Molti sono gli episodi legati indissolubilmente al terzo tempo alla fine delle partite di rugby, e altrettanti sono gli episodi sconosciuti, eccone alcuni.


-E’ la squadra che ospita il match ad avere l’obbligo anzitutto morale, di offrire il terzo tempo al team ospite. Cosi come avviene nella vita sociale privata, quest’ultimi tramite il presidente e il capitano portano in dono alcuni regali per ringraziare dell’ospitalità. Nel caso delle piccole squadre di provincia, anche se esse sono impegnate nei campionati minori, la regola non è infranta. Solitamente però la squadra ospite invece di costosi doni da esporre nelle bacheche delle società sportive, porta le specialità culinarie della zona di provenienza. Non è raro in questo caso, che i generi alimentari sono cucinati alla perfezione dai familiari dei giocatori e a volte dai giocatori stessi, questa convivialità fa diventare la fine della partita un divertente pic nic sul prato, dove le conoscenze si intrecciano e le amicizie si rinsaldano, nel solco della tradizione sportiva.

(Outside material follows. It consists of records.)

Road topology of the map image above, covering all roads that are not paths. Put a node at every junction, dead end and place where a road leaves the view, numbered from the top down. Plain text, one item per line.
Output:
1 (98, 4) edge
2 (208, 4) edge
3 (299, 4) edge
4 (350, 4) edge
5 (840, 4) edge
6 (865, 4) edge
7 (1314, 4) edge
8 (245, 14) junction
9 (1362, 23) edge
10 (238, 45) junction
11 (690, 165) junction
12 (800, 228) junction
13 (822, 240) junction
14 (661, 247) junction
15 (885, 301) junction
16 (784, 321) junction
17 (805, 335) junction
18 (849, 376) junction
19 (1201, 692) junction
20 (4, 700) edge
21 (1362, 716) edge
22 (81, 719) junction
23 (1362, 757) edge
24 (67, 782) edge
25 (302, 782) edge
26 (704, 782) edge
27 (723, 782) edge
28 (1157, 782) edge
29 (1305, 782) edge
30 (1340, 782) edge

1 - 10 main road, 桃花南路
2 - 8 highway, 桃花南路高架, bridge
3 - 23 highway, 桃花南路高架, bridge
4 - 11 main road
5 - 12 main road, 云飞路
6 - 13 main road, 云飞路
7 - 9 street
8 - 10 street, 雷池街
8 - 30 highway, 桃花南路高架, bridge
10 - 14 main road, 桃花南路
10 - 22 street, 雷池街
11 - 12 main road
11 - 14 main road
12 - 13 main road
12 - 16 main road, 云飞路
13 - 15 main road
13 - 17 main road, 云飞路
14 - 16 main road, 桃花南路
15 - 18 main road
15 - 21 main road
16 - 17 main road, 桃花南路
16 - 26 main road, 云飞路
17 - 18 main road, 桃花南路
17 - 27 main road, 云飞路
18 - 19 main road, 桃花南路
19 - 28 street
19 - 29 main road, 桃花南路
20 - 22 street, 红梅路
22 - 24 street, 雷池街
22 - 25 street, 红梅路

-Uno dei prodotti che non manca mai durante l’espletazione del terzo tempo sono i prodotti ad alta gradazione alcolica. Questi sono scelti a secondo del paese dove viene disputata la partita, e se nei paesi del settentrione d’Europa la costante sono i fusti di birra, nei paesi latini (Spagna, Italia, Argentina) i festeggiamenti sono di solito a base di ottimo vino locale. Scalpore hanno fatto ultimamente alcuni terzi tempi organizzati dalle squadre russe, sia per il freddo sia per una sorta di “pregiudizio territoriale” i terzi tempi in quei paesi sono effettuati a base di vodka. Nessuno in questo caso protesta, tutti bevono, e non è raro che soprattutto i giocatori ospiti si lascino cosi tanto andare, che debbano essere aiutati per “riconquistare” il loro pullman.

- La squadra gallese, che è una delle più forti al mondo, non nasconde che uno dei terzi tempi più belli mai offerti, è stato quello che gli italiani hanno organizzato all’olimpico di Roma dopo un match del famoso torneo delle sei nazioni. Gli azzurri in campo hanno perso in maniera meritata, ma nella loro “club house” hanno offerto una festa che ancora i dragoni verdi ricordano. Antipasti di salumi, un primo di pasta a forno cucinata da uno chef famoso, litri di vino rosso toscano e per finire grappa friulana. Il coach della squadra ospite nelle interviste post partita non ha parlato del match, ma ha attirato l’attenzione sull’ospitalità offerta, un ospitalità che ha conquistato tifosi e giornalisti, e che presto ha fatto dimenticare l’umiliante risultato che Parisse e compagni avevano rimediato sul campo da gioco.

- Uno degli episodi più divertenti legati al terzo tempo avvenne dopo una partita tra Francia e Inghilterra a Parigi all’inizio degli anni 80. In quell’occasione la squadra di casa volle regalare agli ospiti un flacone di acqua di colonia prodotta in Francia. Uno dei giocatori inglesi, Colclough, organizzo però uno scherzo ai suoi compagni. La terza linea inglese svuotò infatti il suo flacone, e lo riempi di vino, il ragazzo attese che tutti i suoi compagni fossero riuniti e poi in maniera plateale lo tracanno di un fiato, dicendo che era usanza che i transalpini fornissero bottigliette riempite di ottimo vino. Lo scherzo colpì nel segno e molti suoi compagni iniziarono a bere il profumo. In particolare il flacone fu svuotato da Colin Smart, quest’ultimo fu ricoverato d’urgenza in ospedale e dovette essere sottoposto ad una lavanda gastrica. L’azione goliardica fu svelata dai giornali inglesi, che loro malgrado puntarono sull’ironia e fecero notare come Smart all’uscita dall’ospedale avesse uno “degli aliti più profumati” dell’intera squadra.